Tumultuous storms, useless sextants, fog and erroneous charts. These challenges meant shipwrecks were once a common occurrence on the coastlines of New Zealand’s subantarctic islands, which lay on the Great Circle route from south Australian ports around Cape Horn to Europe. Eleven ships were claimed between 1833 and 1908. Without provisions, survivors were forced to live on shellfish, roots, eggs, albatrosses and seals, often eaten raw, and clothing and footwear were fashioned from seal or bird skins, sewn using bird-bone needles.
The schooner Grafton ran aground on Auckland Island in January 1864. Five souls who survived passed 19 months in huts crudely constructed from salvaged ship debris, writing a journal using seal blood for ink, teaching one another languages and maths, playing homemade chess and even teaching a kakariki to talk. Desperate, three of the men finally braved the treacherous journey to Stewart Island in the ship’s boat, repaired with seal skins, and sent a rescue party back for the others.

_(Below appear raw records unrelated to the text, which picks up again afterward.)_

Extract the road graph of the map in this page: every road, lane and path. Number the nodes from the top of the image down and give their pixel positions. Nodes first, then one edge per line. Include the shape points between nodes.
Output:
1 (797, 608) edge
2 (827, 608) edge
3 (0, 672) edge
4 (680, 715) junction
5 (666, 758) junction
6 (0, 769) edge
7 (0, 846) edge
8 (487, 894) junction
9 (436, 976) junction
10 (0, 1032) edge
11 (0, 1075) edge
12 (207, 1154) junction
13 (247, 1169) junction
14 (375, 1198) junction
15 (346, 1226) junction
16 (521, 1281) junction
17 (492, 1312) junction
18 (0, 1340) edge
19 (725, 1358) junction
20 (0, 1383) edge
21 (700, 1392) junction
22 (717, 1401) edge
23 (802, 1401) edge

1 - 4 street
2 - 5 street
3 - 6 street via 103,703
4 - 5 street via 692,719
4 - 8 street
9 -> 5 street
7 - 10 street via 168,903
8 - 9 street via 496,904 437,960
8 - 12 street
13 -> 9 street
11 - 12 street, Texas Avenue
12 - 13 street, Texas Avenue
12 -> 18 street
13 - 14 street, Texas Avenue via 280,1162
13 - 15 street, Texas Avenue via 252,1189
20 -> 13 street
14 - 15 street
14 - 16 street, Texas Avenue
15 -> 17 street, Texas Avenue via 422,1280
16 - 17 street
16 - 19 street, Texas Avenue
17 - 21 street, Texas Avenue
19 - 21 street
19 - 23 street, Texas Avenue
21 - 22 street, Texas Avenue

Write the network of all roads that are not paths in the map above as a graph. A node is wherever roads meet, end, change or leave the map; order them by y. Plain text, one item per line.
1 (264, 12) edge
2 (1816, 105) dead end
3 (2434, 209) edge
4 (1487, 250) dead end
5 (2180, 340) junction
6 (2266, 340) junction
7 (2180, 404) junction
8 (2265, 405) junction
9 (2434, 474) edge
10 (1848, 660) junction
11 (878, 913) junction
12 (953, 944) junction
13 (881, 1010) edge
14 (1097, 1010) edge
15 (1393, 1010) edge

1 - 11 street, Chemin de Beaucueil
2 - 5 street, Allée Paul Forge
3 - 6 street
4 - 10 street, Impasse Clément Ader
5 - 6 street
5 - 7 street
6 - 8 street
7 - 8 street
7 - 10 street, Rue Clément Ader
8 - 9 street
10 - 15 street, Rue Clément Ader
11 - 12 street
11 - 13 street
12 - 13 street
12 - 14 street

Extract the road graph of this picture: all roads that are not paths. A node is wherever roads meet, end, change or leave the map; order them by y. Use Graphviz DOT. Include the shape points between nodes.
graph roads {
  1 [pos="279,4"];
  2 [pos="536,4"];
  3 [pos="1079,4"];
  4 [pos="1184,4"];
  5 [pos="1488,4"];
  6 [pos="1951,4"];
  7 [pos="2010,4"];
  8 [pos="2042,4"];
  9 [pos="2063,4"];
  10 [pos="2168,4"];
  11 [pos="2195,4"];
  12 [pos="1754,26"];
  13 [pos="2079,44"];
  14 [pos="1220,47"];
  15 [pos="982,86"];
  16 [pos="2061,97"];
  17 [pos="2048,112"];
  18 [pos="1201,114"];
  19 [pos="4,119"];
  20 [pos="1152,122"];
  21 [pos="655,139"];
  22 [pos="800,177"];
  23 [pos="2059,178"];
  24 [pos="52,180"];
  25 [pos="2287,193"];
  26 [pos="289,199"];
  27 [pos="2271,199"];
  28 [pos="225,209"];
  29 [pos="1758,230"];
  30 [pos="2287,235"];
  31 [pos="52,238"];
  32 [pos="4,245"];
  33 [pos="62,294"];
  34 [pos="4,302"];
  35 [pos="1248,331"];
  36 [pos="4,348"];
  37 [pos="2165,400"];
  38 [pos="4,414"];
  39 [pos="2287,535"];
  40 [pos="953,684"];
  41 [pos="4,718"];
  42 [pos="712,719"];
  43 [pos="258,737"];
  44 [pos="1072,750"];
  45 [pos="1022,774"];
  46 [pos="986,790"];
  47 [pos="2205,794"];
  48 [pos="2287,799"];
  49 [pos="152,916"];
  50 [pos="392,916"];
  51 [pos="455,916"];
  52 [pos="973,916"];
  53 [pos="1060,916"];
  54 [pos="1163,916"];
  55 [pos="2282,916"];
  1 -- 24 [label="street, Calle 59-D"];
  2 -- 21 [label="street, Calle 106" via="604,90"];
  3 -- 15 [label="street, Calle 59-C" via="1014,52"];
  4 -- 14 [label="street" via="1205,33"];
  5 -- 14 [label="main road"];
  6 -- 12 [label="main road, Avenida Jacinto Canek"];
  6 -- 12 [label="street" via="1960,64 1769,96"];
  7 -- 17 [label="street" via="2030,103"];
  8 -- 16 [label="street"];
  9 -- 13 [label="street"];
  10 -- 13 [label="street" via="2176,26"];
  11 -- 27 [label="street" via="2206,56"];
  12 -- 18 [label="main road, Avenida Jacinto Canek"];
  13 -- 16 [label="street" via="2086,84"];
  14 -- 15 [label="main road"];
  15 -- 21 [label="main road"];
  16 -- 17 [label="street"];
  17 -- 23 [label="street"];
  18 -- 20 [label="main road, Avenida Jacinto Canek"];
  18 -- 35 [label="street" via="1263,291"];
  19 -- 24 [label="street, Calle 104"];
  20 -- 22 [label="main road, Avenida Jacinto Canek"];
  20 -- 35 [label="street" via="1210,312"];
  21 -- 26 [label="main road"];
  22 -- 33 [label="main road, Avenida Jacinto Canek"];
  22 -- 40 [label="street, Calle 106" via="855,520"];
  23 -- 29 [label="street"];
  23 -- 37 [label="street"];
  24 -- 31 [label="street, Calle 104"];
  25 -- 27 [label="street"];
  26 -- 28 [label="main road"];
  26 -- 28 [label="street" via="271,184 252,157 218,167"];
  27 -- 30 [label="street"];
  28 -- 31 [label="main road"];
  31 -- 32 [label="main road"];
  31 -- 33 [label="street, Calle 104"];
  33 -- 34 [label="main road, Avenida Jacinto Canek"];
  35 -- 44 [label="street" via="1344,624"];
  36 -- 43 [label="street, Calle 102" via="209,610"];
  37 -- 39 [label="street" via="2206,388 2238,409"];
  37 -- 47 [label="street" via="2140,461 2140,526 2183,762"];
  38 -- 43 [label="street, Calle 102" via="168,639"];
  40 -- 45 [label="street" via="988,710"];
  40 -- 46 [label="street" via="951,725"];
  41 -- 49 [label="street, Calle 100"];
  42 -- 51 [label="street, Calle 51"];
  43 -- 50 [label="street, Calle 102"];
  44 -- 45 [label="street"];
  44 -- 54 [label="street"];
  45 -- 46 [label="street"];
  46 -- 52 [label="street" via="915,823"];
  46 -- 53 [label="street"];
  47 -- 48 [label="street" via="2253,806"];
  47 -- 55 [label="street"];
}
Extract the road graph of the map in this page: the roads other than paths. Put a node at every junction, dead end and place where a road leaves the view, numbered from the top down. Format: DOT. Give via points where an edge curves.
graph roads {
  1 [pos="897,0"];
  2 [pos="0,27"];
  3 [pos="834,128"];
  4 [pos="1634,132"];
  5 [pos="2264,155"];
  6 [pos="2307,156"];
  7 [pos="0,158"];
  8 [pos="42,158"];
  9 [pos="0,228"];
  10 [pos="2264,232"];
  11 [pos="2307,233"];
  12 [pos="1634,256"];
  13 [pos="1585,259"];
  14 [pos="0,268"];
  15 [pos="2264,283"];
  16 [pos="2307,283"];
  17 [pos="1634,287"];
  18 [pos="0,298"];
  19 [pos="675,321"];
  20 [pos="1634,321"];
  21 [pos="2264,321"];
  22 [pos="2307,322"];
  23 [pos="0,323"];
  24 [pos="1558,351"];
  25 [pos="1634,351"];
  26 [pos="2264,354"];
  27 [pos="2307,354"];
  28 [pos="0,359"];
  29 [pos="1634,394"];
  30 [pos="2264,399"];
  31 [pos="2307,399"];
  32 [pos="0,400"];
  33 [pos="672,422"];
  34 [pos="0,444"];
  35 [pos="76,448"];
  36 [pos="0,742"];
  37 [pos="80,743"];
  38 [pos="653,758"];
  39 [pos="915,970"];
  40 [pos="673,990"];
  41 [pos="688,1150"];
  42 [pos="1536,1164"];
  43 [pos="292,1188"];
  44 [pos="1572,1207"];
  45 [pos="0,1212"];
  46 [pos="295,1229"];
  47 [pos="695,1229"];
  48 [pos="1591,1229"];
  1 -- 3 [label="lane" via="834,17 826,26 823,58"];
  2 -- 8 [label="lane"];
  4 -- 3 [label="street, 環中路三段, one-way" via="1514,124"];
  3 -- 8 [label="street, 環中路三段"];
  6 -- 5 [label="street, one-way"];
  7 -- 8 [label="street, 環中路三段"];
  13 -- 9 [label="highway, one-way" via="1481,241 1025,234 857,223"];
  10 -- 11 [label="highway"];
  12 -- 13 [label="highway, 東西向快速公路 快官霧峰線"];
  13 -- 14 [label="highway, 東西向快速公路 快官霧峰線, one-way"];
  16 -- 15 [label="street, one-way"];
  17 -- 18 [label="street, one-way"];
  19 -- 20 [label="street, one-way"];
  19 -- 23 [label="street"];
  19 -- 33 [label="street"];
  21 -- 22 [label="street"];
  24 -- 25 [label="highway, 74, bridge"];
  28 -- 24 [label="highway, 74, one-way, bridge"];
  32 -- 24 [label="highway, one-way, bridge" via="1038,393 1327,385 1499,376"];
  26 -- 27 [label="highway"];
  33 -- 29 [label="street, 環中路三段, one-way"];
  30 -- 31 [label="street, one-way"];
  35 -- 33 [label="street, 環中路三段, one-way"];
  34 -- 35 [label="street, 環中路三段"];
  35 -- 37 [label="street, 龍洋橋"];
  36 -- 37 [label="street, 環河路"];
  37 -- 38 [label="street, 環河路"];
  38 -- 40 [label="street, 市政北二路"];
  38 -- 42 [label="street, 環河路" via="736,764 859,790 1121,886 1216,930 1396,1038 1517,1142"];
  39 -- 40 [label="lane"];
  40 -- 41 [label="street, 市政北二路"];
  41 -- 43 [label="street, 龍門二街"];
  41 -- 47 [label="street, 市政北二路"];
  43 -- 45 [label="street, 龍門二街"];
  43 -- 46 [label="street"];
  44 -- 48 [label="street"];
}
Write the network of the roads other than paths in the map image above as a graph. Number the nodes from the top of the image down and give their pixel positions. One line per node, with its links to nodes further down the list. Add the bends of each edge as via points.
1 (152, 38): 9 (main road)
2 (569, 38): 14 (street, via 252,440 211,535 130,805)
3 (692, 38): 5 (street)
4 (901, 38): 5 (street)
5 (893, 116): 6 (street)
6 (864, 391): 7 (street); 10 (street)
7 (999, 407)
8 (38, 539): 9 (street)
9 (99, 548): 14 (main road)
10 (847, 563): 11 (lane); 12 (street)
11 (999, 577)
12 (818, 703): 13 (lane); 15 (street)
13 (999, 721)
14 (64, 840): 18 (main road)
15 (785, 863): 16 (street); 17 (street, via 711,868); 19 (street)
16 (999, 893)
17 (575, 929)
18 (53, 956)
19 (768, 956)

After the General Grant was wrecked on Auckland Island in 1866, eventually claiming the lives of 73 people, the government set up depots to aid stricken mariners in the harsh island conditions. The depots were constructed from the remains of wrecks, previous buildings or kauri kitsets brought from the mainland. They were filled with drums containing clothing, such as the thick woollen suit pictured, blankets, water-tight boots, tinned meat, matches, cooking utensils, first aid kits, fishing lines and hooks, sewing equipment, arms and ammunition. Live pigs, goats, sheep, rabbits and cattle were introduced to the islands as part of the measure, but had a huge impact on the fragile subantarctic ecosystem and were removed more than a century later. Fruit trees were also planted, and some 40 fingerposts led the way to the caches of food and clothing.
The depots were checked and restocked once a year, notably by the government service steamers Stella and Hinemoa, and coasts scanned for any castaway groups. Each time, an inscription was left to notify when the next pick-up would be.
However, the depots were frequently looted by passing whalers and sealers, despite discouraging notices such as “The curse of the widow and fatherless light upon the man that breaks open this box, whilst he has a ship at his back”. The woollen suits also bore unique houndstooth patterning to easily identify the thief, but often to no avail. Even a farm leaseholder pilfered items from these virtual convenience stores. When survivors of the Derry Castle sinking in March 1887 reached the depot on Enderby Island, everything was gone except, unhelpfully, a bottle of salt.
With the opening of the Panama Canal in 1914, and the change from sail to steam, the Great Circle route was no longer used and restocking of depot supplies came to an end in 1927.